The German Greens Party officer Hasselman updated developments on 13 March and reportedly declared no progress in conversations with Conservatives/SPD about debt plans.
Mario Cavaggioni, portfolio manager at Hy Market, noticed:
“The market does not matter, parties involved in heavy conversations before an agreement reaches the most important scenario. Bund tries to break a level of 2.9% again, my goal remains 3%. “
Cavaggioni added to German bond returns:
“I think 3% could be reached in the short term, on a long horizon agree that persistent yields above the actual levels require a GDP growth (which will only happen in 2026 if the tax boost is delivered) and/or inflation -shock background …”
The increasing opposition against the tax package of the coalition government can influence the German listed shares. Sensitive sectors of the tax stimulus plan include construction, defense, energy, telecommunications, IT and technology.
The Bund 10-year proceeds from Germany can be a measure of the tax policy sentiment. The 10-year-old German Bund yield closed the Thursday session at 2.85%.
American markets slide while Trump activates the flight to safety
The Nasdaq Composite Index fell by 1.96% on 13 March, while the Dow and the S&P 500 fell 1.30% and 1.39% respectively. The threat of Trump of 200% rates on EU wines and spirits fed the demand for safe haven and drove gold to a record high of $ 2,989.

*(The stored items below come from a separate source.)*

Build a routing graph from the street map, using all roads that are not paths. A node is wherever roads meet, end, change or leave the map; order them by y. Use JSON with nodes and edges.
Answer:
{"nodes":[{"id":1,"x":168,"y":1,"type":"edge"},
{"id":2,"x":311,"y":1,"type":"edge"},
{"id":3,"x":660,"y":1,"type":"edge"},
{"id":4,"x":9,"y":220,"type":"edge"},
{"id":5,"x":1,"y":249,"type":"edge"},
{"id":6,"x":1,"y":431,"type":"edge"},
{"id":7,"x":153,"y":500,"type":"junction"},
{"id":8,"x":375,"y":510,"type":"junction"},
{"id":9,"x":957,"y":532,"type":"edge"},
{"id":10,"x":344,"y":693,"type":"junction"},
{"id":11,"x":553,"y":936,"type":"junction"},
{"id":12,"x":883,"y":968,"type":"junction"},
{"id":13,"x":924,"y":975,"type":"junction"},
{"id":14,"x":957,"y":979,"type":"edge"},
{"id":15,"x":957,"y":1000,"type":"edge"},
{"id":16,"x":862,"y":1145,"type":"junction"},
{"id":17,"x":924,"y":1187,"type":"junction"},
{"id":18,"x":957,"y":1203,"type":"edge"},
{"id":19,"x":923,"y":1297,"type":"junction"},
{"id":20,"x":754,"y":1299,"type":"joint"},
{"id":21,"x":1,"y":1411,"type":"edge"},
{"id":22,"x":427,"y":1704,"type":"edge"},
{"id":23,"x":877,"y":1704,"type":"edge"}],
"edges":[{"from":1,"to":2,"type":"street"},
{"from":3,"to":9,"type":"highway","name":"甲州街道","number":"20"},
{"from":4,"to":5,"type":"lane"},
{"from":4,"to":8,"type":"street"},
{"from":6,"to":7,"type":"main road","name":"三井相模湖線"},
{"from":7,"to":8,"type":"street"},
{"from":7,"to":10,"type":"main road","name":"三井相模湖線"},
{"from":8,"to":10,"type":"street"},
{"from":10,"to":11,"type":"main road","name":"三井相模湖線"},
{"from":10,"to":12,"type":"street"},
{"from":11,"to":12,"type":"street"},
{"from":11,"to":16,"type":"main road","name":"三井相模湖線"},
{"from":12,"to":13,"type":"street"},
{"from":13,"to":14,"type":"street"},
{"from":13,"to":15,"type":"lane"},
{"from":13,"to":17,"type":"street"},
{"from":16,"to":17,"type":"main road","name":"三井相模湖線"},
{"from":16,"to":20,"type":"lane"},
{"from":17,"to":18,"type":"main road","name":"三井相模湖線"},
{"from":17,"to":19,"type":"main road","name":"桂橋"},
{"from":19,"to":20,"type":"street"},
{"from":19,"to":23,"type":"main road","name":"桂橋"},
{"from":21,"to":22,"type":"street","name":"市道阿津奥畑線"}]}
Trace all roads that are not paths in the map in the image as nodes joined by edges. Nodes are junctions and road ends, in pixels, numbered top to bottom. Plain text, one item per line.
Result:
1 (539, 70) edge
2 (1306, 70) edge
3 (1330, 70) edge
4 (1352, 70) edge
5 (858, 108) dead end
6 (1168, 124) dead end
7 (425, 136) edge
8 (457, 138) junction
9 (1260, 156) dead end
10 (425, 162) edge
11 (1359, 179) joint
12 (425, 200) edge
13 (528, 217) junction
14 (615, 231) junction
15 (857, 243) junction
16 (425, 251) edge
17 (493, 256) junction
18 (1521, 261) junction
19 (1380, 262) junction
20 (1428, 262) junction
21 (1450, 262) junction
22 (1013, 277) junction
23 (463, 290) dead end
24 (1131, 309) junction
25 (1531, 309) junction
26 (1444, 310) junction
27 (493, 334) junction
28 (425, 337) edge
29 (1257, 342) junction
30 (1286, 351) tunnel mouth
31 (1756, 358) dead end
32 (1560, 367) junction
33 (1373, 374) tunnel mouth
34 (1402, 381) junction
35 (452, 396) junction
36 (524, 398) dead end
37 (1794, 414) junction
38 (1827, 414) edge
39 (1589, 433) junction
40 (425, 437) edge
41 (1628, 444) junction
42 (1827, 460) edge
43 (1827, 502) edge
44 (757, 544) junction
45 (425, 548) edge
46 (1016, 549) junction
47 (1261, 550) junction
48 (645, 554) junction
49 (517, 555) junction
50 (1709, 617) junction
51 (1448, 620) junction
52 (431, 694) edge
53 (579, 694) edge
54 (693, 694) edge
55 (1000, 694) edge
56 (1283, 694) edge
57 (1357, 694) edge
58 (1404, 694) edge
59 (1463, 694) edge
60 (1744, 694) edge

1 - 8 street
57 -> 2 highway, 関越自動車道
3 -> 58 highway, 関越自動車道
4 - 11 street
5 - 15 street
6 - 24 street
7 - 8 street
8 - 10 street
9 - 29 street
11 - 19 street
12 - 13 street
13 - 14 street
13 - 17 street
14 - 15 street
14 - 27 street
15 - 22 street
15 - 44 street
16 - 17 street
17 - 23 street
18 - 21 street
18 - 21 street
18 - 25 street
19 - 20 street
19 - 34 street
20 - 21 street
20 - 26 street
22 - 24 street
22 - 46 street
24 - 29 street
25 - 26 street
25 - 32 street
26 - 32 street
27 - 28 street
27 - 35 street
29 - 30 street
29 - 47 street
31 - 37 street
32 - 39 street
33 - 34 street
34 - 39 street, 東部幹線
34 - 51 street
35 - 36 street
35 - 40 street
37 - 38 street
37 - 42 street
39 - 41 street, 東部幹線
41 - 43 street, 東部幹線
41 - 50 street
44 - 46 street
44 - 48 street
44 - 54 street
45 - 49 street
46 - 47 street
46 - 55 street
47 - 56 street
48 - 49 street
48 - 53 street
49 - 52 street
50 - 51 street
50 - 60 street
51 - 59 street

Rising bets on a rate reduction in June, after softer producer prices and a higher average unemployed claims of 4 weeks, could not dampen the disadvantage.
Michigan Consumer sentiment to influence the concerns about the recession
Although the tax policy of Germany and the tariff developments dominate market focus, the American consumer sentiment can also influence the risk sentiment on Friday 14 March. Economists expect the Michigan Consumer Sentiment Index from 64.7 in February to 63.1 in March. Weaker sentiment can indicate a withdrawal of consumer expenditure that contributes more than 60% to the US GDP.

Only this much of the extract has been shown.